WHAT TO DO: Your answer should be the lines of the data below that contain "name".

=== Section Start ===

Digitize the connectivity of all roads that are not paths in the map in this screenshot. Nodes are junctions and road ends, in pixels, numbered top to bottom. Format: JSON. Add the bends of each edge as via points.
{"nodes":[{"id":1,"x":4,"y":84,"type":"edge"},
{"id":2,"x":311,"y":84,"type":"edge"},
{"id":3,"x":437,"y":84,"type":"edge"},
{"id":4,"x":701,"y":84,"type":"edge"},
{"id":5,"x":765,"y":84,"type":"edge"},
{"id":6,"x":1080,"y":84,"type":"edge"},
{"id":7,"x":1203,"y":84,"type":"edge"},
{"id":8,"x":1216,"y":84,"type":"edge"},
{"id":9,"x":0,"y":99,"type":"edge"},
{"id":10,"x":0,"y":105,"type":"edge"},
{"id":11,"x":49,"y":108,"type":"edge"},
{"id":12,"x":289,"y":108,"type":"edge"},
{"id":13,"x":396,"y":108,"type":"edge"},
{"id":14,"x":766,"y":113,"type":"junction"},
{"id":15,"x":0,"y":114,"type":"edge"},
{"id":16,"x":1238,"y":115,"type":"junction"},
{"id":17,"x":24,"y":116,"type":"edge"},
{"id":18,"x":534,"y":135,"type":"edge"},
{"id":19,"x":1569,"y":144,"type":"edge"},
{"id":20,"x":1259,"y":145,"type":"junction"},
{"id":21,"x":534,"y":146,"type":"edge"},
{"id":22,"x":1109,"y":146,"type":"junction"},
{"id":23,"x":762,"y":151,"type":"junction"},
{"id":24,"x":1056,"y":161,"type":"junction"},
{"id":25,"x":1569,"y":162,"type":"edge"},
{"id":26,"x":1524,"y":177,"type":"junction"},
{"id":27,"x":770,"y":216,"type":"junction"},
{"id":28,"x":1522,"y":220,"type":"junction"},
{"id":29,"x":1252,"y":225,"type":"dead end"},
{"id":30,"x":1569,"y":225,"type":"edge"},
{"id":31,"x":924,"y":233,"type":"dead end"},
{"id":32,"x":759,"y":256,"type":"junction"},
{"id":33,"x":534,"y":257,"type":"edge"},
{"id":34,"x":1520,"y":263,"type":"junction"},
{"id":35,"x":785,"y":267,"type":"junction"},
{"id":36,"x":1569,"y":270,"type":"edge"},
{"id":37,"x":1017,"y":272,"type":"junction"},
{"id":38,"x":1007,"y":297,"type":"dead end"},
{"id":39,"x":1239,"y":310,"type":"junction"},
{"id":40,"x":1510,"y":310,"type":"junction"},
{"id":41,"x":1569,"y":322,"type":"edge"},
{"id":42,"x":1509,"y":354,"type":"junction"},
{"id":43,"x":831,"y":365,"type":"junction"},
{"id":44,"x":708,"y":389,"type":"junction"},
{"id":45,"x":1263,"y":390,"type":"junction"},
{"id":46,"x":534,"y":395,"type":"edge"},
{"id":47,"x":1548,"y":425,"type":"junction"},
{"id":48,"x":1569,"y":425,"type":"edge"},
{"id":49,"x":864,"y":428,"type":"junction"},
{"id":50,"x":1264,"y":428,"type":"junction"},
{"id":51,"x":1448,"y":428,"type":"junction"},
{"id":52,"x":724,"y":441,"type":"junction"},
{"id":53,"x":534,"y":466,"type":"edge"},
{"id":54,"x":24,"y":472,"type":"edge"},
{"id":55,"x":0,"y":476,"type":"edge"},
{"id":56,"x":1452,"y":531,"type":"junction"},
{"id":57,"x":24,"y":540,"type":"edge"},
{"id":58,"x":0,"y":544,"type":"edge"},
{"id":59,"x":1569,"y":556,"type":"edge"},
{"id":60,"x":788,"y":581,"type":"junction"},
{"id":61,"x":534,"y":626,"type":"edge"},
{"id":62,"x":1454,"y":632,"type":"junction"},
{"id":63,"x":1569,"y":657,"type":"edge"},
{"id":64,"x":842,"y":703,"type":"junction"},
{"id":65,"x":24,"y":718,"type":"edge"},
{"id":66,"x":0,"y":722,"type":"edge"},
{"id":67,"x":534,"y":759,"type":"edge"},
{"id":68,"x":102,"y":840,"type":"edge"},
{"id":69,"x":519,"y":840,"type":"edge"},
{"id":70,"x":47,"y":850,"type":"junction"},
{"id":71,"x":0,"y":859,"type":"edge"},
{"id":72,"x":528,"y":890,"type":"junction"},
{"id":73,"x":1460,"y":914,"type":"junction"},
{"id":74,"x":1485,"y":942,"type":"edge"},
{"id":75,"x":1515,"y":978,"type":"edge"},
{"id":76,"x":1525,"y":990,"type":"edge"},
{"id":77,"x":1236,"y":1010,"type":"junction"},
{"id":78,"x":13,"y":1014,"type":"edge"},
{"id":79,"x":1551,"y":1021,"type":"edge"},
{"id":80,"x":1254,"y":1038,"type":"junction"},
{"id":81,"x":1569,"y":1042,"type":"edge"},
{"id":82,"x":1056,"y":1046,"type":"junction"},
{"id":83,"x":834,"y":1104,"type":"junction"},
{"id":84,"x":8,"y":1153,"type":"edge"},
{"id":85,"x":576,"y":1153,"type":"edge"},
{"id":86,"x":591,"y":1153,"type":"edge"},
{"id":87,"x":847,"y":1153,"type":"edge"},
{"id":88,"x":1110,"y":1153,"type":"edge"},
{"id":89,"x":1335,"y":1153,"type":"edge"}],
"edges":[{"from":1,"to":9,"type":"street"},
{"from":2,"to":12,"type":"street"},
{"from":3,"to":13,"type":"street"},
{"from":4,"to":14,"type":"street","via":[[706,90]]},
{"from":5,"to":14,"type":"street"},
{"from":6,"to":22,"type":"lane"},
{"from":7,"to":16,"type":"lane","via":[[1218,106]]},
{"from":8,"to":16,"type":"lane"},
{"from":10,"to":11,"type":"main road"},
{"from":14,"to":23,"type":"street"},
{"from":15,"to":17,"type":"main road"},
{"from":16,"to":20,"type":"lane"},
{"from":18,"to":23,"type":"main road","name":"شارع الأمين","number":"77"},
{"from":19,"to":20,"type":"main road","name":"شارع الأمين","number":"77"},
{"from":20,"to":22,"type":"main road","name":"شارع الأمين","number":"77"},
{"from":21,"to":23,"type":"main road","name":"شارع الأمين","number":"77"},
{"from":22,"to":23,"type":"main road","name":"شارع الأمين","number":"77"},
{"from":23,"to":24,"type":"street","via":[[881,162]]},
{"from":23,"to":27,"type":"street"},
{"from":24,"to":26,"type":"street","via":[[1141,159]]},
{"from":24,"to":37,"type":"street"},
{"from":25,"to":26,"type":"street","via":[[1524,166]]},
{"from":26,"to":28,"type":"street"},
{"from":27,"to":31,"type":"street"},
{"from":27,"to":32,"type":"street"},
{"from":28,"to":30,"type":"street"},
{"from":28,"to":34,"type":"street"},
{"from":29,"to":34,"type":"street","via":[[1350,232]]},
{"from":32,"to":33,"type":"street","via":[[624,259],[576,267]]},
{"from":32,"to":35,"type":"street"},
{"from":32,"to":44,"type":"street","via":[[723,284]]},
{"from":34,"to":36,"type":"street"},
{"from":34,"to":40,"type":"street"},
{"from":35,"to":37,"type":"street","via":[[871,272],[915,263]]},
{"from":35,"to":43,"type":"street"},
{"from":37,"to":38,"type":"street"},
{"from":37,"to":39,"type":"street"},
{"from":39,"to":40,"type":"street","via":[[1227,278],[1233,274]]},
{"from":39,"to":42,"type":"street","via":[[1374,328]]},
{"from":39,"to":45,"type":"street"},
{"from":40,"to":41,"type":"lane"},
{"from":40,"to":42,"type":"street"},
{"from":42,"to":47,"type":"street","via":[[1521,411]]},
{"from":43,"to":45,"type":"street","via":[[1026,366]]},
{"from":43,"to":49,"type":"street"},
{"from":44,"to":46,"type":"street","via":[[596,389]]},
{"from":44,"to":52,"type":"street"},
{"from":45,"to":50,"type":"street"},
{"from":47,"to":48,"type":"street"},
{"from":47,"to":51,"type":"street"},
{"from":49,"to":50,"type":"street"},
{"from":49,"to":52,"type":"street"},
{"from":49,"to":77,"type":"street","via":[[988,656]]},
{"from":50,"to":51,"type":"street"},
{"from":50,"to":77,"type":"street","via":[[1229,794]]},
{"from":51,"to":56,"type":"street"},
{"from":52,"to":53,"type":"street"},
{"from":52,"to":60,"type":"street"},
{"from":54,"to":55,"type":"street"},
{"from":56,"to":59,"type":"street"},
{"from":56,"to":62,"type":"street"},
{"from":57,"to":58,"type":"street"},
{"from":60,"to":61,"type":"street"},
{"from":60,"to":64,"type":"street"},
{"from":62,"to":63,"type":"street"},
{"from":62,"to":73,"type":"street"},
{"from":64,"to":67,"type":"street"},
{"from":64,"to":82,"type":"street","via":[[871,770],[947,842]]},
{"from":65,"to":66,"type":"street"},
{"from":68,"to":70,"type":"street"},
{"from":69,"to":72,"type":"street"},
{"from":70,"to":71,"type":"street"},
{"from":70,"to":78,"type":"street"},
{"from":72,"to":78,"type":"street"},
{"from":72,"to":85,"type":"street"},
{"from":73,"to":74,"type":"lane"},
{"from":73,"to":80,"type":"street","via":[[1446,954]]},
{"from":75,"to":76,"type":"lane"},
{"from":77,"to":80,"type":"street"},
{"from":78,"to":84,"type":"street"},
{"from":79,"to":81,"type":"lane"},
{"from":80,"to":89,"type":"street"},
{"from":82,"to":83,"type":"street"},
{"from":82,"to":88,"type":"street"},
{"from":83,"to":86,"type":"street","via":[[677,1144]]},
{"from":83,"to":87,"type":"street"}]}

=== Section End ===

FINAL ANSWER:
{"from":18,"to":23,"type":"main road","name":"شارع الأمين","number":"77"},
{"from":19,"to":20,"type":"main road","name":"شارع الأمين","number":"77"},
{"from":20,"to":22,"type":"main road","name":"شارع الأمين","number":"77"},
{"from":21,"to":23,"type":"main road","name":"شارع الأمين","number":"77"},
{"from":22,"to":23,"type":"main road","name":"شارع الأمين","number":"77"},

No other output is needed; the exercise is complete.